Remember that every negative complaint is an opportunity to excel at customer service. If you are attentive to a consumer’s concern, you can drastically change their view of your company. They may have had a bad experience with your product—but they can still have a great experience with your brand. Think of your reply as a targeted advertising tactic.
This brand experience is what defines the success of your business.
Fix the review.
After solving the customer’s concern, you can ask them to revise or remove their comment. If they won’t, you can also file a complaint with Amazon to get the comment removed. (However, Amazon rarely responds to these complaints on a consistent basis. It’s best to work with the customer directly.)

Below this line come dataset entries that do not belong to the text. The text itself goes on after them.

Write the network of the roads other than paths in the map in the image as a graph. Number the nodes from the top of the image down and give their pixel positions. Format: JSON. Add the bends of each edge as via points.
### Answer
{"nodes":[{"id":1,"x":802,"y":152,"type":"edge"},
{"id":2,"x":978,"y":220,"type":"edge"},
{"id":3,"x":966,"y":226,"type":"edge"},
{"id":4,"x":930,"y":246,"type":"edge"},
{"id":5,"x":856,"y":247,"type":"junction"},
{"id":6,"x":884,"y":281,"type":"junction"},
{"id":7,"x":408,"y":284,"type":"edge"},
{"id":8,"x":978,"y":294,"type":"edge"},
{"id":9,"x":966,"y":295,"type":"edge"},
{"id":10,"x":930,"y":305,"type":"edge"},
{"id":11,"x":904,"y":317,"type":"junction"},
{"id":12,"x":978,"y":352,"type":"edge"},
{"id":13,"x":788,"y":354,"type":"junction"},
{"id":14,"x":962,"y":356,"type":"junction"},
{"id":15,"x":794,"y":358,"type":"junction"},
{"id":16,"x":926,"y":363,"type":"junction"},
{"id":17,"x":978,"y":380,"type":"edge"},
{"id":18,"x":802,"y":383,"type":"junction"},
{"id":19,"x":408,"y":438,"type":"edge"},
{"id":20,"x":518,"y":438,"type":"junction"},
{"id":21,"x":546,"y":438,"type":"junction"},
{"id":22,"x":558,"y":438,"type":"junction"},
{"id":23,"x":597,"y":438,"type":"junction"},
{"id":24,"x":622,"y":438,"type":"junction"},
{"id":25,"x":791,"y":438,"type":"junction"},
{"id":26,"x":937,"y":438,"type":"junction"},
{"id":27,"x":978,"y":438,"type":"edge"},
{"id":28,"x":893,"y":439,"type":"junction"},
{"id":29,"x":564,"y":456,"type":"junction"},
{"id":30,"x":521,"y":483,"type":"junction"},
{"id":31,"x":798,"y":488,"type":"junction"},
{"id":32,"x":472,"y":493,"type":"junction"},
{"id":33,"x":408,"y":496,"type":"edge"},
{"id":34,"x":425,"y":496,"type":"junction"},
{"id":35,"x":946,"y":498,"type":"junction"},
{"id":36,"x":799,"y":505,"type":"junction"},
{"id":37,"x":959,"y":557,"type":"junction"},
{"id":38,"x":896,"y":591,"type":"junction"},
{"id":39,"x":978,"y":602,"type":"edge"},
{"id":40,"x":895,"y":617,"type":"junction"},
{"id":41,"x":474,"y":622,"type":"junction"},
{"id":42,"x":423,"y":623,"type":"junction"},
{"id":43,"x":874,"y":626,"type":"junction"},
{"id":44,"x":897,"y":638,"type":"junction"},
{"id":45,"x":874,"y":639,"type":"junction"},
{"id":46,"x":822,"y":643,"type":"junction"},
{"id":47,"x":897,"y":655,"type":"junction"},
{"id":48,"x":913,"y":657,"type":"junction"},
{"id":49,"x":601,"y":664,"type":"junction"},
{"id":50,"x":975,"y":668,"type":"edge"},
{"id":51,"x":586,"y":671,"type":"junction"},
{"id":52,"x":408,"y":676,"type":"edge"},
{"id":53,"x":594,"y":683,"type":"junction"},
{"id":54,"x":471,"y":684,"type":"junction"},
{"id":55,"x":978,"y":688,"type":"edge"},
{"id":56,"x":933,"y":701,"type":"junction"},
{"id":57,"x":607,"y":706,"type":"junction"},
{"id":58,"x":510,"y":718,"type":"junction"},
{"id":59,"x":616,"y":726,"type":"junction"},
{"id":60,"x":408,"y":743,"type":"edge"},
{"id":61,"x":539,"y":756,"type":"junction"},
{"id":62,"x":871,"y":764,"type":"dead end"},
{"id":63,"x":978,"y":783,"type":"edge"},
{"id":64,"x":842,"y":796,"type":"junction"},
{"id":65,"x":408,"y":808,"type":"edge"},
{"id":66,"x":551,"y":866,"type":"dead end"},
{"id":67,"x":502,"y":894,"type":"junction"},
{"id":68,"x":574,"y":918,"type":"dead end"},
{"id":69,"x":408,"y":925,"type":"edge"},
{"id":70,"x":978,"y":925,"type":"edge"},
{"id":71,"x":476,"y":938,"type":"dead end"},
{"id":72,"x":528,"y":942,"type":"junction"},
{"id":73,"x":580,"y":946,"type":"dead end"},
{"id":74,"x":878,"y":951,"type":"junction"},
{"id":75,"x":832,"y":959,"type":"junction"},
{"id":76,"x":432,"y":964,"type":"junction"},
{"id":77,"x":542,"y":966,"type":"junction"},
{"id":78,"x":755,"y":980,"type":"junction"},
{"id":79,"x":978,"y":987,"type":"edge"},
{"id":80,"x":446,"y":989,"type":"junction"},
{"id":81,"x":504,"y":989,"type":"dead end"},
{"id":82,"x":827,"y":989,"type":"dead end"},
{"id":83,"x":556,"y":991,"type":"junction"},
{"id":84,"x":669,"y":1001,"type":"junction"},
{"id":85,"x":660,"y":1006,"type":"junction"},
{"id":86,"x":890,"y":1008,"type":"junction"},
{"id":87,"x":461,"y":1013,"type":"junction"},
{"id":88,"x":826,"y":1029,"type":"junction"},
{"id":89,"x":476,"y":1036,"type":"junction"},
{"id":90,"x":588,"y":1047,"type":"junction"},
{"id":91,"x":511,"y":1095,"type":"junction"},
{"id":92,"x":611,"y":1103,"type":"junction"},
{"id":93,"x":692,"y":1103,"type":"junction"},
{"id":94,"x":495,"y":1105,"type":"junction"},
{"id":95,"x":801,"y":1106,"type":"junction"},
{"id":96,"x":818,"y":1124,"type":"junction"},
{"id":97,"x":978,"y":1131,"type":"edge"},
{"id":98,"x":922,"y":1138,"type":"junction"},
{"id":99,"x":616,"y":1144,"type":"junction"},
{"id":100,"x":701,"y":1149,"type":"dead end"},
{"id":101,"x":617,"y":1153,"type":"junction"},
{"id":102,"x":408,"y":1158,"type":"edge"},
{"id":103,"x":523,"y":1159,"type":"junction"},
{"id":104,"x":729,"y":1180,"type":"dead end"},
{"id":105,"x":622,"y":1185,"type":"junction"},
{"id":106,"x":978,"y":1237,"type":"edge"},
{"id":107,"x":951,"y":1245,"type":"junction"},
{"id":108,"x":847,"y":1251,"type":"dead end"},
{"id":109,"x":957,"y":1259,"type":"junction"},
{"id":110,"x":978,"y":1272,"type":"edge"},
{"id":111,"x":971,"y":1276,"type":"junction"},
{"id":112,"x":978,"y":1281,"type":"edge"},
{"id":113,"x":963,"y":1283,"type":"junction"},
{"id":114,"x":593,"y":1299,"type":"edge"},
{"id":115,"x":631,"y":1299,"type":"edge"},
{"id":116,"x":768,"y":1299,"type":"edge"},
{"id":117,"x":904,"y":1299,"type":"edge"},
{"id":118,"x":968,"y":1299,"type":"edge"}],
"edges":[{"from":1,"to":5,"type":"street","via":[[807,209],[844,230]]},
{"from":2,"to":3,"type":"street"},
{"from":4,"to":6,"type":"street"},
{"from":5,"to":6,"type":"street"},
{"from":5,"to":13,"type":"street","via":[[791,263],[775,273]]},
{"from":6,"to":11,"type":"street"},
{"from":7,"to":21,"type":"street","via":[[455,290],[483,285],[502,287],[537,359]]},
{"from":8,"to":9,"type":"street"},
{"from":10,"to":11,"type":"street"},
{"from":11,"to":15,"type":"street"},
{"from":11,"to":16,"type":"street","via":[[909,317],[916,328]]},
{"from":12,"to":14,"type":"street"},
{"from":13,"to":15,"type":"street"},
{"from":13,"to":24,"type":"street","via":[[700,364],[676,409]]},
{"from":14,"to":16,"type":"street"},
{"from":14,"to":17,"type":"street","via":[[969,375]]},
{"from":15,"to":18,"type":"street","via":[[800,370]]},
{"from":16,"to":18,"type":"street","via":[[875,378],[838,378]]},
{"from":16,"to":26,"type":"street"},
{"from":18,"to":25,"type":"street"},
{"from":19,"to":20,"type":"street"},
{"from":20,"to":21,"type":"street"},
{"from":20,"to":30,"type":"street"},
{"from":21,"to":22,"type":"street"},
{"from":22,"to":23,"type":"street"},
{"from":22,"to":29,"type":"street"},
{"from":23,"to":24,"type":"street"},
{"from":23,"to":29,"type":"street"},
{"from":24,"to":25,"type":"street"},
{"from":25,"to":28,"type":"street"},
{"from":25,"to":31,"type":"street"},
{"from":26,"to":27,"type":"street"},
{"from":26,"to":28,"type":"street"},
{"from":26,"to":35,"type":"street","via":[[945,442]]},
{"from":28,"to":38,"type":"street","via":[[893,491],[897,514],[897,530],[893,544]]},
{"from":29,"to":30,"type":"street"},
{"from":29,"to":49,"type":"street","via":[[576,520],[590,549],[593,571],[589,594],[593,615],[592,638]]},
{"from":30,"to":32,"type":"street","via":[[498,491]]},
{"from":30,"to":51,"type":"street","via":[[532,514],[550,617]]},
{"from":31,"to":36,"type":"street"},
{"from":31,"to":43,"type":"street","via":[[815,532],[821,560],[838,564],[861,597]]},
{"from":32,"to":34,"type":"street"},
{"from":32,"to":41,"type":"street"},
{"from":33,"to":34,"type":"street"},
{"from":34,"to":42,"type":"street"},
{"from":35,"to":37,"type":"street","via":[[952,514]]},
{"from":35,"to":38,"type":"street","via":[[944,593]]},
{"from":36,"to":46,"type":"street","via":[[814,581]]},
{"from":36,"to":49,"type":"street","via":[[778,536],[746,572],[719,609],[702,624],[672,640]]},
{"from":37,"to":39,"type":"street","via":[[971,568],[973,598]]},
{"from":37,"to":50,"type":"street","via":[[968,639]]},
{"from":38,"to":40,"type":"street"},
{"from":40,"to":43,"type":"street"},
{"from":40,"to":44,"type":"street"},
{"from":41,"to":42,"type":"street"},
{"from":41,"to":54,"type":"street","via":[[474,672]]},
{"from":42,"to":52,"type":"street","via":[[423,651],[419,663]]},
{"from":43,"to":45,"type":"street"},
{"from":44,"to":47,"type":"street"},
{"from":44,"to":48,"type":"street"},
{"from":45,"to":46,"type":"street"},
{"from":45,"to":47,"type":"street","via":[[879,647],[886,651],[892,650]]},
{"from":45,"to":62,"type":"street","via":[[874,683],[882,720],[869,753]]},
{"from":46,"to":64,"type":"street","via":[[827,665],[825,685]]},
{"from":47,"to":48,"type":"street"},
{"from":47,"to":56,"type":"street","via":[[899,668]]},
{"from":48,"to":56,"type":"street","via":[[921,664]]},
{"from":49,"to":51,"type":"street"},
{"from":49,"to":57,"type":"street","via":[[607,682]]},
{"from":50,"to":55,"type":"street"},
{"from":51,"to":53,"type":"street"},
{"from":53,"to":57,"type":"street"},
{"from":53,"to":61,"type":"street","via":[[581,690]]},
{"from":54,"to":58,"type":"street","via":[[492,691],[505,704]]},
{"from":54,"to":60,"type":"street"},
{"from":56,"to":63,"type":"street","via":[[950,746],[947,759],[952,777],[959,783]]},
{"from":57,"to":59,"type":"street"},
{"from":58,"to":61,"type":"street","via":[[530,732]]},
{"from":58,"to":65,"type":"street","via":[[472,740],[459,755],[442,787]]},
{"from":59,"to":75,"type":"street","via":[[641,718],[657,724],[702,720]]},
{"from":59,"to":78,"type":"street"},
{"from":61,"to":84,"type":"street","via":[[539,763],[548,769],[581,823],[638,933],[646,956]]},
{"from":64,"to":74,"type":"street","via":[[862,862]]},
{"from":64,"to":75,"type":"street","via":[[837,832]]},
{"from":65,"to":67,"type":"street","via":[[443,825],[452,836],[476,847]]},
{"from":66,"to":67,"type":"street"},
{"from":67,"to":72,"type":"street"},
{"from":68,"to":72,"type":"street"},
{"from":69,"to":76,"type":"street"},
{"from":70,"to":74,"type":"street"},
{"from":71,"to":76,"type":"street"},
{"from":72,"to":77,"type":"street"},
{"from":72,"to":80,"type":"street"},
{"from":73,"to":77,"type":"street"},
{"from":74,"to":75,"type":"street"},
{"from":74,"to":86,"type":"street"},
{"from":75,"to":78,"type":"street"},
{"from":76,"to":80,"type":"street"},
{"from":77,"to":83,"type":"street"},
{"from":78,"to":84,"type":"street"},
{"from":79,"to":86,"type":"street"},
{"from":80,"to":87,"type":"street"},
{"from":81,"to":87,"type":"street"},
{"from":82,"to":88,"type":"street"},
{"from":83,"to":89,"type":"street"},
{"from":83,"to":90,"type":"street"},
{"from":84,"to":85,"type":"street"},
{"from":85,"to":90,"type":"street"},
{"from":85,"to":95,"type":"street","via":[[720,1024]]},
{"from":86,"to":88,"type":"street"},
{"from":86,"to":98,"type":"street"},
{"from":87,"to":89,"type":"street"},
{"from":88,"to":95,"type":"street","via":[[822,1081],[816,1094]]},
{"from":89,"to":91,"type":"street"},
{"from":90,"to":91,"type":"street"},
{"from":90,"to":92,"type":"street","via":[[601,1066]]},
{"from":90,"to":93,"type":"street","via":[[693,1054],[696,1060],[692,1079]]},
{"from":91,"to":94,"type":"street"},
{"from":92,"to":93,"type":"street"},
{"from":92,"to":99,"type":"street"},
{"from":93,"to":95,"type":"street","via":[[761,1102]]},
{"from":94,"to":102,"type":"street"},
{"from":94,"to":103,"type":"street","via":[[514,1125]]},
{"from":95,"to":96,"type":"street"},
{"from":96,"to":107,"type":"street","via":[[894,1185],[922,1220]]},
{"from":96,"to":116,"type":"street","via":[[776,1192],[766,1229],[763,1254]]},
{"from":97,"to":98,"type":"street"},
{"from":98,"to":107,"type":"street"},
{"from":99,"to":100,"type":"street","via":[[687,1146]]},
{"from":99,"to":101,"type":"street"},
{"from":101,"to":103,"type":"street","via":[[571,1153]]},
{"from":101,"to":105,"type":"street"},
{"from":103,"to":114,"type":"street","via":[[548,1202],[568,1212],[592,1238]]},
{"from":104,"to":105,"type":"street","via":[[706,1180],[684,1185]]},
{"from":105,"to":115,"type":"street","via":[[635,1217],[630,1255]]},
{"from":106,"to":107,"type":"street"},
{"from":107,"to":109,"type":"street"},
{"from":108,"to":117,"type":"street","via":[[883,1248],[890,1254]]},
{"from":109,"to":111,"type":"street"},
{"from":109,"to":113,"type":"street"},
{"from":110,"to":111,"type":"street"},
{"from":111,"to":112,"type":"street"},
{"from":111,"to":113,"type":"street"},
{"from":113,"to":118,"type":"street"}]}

Learn more about how to react to unfavorable Amazon Reviews with Sellics.
You’ve addressed the customer directly, but now you want to consider what the review means for your product and business.
What can you learn or gain from the review?
If you are consistently receiving negative reviews about your product specs, it might be time to reevaluate your product.
Update your product listing.
In a number of cases, complaints will be less about a defective product and more about the expectations of that product. For example, a customer thought they were getting a clear glass mug but they received a frosted glass mug. This isn’t a defect in the product but a weakness in the marketing of the product.
If you see reviews that talk about “unmet expectations,” you might want to update your product listing to better reflect your product.
It’s not unheard of for a business to update their product listing and add the phrase: “Version 2.0” or “New and Improved Design.” This shows customers that the previous negative reviews may not be relevant anymore.
Talk to Seller’s Choice about creating compelling, relevant copy that will sell your products without misrepresentation.
Cut your losses.
When should you cut your losses and pull or recall your inventory?
You should always recall inventory if the product is genuinely defective, like it is potentially harmful or a choking hazard.
You’ll also want to pull your product if you have an unusually high return rate because of a concern in the product. For example, you sell T-shirts and the left sleeve is longer than the right sleeve. This isn’t harmful or dangerous, but your customers keep complaining and returning it. You might want to scrap the rest of this inventory to avoid the high cost of returns, restocking, and warehousing.
If you are continuously getting reviews about a defective product, determine if these products all came from the same batch at your supplier. If so, you may want to recall or trash that inventory. Work with your manufacturer to fix the concern or consider working with a new supplier.
Moving forward, learn from that experience. If the product batch was defective, you may need to implement quality inspection processes in your factory. If the product was not as implied, you may need to focus on updating your product listing and marketing details. If the product didn’t arrive on time, you may need to offer different shipping options.
Use reviews as learning opportunities in order to minimize financial expenditures and customer service complaints.
Improve your positive reviews.
Negative reviews will happen. But you don’t want negative reviews to be the majority. This can damage search optimization, visibility, conversion, ability to win the Buy Box, and more. You want a majority of positive reviews to show loyal social proof to customers.
Create an after-sales email marketing campaign to flood your listing with positive reviews that will help you optimize.
Responding to negative reviews is an important marketing tactic.